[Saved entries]
=====
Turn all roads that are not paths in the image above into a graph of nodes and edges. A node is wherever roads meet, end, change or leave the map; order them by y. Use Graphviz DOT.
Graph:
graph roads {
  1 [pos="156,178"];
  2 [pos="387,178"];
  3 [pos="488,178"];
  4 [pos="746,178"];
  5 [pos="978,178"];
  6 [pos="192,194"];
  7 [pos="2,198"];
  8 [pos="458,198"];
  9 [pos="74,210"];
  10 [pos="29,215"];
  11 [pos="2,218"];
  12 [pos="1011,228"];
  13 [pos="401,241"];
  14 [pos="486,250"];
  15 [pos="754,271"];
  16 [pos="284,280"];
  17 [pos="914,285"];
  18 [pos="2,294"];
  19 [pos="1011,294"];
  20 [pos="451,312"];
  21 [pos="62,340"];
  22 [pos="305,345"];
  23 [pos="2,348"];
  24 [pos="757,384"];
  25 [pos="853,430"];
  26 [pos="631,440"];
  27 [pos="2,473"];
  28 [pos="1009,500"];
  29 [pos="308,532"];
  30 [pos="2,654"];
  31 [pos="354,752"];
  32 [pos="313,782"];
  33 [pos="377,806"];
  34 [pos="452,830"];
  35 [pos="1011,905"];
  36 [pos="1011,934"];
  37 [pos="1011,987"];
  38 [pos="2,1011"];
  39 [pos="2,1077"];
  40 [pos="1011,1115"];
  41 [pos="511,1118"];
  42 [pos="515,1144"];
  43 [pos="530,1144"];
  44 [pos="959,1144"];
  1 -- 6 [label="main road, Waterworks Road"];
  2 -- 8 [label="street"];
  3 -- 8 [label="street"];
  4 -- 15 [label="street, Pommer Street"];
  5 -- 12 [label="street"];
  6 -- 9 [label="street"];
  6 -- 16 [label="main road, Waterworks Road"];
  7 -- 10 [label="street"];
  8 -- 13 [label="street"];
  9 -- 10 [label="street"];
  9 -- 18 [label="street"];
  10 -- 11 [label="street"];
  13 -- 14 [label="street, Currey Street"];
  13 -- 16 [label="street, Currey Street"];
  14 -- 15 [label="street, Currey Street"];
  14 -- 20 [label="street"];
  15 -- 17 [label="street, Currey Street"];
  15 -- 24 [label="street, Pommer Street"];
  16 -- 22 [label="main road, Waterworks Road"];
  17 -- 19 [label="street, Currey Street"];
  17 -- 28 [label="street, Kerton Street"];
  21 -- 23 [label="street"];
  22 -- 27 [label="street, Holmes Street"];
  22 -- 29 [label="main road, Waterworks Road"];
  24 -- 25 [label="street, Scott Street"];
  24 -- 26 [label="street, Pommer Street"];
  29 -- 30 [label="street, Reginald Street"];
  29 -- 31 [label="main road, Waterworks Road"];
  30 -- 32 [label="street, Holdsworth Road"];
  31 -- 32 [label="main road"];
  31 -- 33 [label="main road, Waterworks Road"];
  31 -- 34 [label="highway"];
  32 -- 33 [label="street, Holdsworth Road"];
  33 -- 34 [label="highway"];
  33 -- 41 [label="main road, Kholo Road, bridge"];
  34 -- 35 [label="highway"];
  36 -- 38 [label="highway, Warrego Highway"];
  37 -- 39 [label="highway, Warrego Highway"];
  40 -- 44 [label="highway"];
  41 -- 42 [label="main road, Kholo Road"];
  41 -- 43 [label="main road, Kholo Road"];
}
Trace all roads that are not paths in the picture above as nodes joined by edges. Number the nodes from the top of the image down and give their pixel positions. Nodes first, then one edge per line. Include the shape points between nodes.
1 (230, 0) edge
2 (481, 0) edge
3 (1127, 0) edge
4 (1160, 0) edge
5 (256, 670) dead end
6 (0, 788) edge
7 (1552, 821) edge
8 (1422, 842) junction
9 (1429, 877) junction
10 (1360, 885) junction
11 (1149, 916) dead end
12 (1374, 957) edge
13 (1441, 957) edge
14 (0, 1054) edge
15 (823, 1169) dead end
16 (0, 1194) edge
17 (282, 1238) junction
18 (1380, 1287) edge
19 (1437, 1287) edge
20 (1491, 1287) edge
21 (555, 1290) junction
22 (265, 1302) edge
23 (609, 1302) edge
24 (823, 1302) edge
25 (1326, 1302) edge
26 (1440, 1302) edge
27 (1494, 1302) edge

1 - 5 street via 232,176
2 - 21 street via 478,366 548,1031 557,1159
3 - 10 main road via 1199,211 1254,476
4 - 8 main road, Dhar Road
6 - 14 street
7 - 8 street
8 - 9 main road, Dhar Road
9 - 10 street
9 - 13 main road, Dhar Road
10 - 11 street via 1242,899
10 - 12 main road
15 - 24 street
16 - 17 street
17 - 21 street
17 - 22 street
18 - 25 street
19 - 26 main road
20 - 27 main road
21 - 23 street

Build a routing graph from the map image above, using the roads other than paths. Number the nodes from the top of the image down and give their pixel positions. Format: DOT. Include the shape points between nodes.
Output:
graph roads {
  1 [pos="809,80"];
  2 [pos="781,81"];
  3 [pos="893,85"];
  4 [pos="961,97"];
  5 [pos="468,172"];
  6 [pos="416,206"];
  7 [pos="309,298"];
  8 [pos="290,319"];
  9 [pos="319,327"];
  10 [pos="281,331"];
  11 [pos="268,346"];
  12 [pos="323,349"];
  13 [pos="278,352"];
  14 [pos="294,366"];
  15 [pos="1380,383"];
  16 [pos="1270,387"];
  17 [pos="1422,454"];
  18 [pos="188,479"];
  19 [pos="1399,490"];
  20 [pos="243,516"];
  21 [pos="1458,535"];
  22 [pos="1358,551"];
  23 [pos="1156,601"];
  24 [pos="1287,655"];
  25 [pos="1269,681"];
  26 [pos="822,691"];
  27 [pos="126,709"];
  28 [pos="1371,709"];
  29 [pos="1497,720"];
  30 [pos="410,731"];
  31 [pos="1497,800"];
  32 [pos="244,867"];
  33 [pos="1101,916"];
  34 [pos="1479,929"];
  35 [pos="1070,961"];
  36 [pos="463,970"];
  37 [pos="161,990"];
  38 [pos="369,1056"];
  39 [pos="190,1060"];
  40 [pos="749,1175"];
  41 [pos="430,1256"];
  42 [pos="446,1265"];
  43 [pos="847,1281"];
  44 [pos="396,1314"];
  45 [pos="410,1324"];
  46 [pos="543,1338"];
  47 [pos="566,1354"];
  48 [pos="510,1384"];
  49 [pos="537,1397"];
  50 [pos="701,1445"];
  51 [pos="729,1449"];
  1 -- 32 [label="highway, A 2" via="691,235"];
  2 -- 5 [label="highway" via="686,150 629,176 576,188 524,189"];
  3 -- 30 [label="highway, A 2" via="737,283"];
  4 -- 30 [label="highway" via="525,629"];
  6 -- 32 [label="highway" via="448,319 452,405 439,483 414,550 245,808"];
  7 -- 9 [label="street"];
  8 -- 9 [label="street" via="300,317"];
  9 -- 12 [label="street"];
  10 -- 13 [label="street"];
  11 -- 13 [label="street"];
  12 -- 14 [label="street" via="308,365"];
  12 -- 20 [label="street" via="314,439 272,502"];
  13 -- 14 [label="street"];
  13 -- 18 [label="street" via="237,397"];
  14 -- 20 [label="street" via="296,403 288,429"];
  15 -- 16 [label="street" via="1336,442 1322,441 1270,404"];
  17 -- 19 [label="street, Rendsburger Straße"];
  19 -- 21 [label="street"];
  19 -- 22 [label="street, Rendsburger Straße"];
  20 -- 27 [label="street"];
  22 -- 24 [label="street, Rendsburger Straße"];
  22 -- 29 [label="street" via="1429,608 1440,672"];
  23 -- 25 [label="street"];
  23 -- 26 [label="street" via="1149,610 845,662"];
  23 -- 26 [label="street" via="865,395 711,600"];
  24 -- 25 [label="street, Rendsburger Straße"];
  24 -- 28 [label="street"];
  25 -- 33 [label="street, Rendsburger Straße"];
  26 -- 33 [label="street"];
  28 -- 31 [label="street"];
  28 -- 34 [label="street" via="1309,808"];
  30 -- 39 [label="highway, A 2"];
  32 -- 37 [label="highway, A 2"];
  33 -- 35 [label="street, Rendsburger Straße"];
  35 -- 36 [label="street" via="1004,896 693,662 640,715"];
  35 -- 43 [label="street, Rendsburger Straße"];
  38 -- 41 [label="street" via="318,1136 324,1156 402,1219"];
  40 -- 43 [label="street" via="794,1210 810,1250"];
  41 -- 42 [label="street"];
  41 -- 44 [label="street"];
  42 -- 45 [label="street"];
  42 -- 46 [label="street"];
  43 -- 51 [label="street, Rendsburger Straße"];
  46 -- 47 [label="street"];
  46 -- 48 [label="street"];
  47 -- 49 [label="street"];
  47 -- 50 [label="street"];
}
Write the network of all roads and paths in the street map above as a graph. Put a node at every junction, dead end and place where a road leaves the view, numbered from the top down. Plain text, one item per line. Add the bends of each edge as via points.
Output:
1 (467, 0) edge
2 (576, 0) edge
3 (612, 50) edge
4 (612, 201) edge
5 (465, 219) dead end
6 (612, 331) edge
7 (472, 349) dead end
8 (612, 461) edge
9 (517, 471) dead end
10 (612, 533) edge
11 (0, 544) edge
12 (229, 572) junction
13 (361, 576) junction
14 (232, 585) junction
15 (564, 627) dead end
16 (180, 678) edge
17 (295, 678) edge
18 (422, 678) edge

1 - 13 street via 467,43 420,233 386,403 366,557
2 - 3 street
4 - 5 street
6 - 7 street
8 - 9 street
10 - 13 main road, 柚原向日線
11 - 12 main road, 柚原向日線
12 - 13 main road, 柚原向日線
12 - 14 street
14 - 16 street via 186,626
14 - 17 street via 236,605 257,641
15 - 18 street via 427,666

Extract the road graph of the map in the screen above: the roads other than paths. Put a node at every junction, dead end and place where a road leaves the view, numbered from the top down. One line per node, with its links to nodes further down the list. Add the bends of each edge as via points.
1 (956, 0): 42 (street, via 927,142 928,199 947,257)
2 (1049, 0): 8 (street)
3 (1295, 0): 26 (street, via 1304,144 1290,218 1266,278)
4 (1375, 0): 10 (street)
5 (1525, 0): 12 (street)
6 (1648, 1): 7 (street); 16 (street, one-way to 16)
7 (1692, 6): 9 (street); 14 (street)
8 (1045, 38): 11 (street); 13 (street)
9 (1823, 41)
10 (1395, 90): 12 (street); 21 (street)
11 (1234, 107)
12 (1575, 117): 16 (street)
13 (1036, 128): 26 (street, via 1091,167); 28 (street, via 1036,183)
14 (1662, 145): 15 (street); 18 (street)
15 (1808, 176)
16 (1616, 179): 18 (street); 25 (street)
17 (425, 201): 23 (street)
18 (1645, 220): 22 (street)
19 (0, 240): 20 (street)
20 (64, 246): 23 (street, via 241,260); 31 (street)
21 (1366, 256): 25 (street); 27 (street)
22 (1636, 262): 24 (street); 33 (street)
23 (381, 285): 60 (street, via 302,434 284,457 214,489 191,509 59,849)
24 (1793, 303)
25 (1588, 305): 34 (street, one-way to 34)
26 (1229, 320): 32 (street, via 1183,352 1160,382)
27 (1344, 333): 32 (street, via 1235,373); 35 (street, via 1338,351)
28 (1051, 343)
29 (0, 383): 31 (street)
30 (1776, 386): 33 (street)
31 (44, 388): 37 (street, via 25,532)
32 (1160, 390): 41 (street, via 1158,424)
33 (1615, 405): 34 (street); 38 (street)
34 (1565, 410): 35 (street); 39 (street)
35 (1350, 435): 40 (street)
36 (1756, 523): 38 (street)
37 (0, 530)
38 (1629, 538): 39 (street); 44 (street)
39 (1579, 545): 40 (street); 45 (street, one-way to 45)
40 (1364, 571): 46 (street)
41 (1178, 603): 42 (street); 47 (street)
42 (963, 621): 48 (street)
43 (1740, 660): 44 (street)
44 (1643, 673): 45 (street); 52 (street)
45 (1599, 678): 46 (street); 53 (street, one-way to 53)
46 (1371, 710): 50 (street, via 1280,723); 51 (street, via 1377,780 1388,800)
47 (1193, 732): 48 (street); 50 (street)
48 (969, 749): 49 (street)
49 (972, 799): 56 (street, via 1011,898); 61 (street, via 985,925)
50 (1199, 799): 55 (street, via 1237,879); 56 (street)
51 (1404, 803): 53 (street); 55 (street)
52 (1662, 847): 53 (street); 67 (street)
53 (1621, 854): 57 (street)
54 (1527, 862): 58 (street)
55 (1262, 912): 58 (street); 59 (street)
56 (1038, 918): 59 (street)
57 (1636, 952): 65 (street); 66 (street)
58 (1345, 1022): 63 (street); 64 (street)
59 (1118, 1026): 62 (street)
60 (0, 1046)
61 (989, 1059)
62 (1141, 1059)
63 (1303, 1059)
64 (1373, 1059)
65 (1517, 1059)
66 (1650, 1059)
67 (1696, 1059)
=====
Task instructions: The expected result is a copy of each line in the records where "give" appears.

Exercise output:
Trace all roads that are not paths in the picture above as nodes joined by edges. Number the nodes from the top of the image down and give their pixel positions. Nodes first, then one edge per line. Include the shape points between nodes.
Build a routing graph from the map image above, using the roads other than paths. Number the nodes from the top of the image down and give their pixel positions. Format: DOT. Include the shape points between nodes.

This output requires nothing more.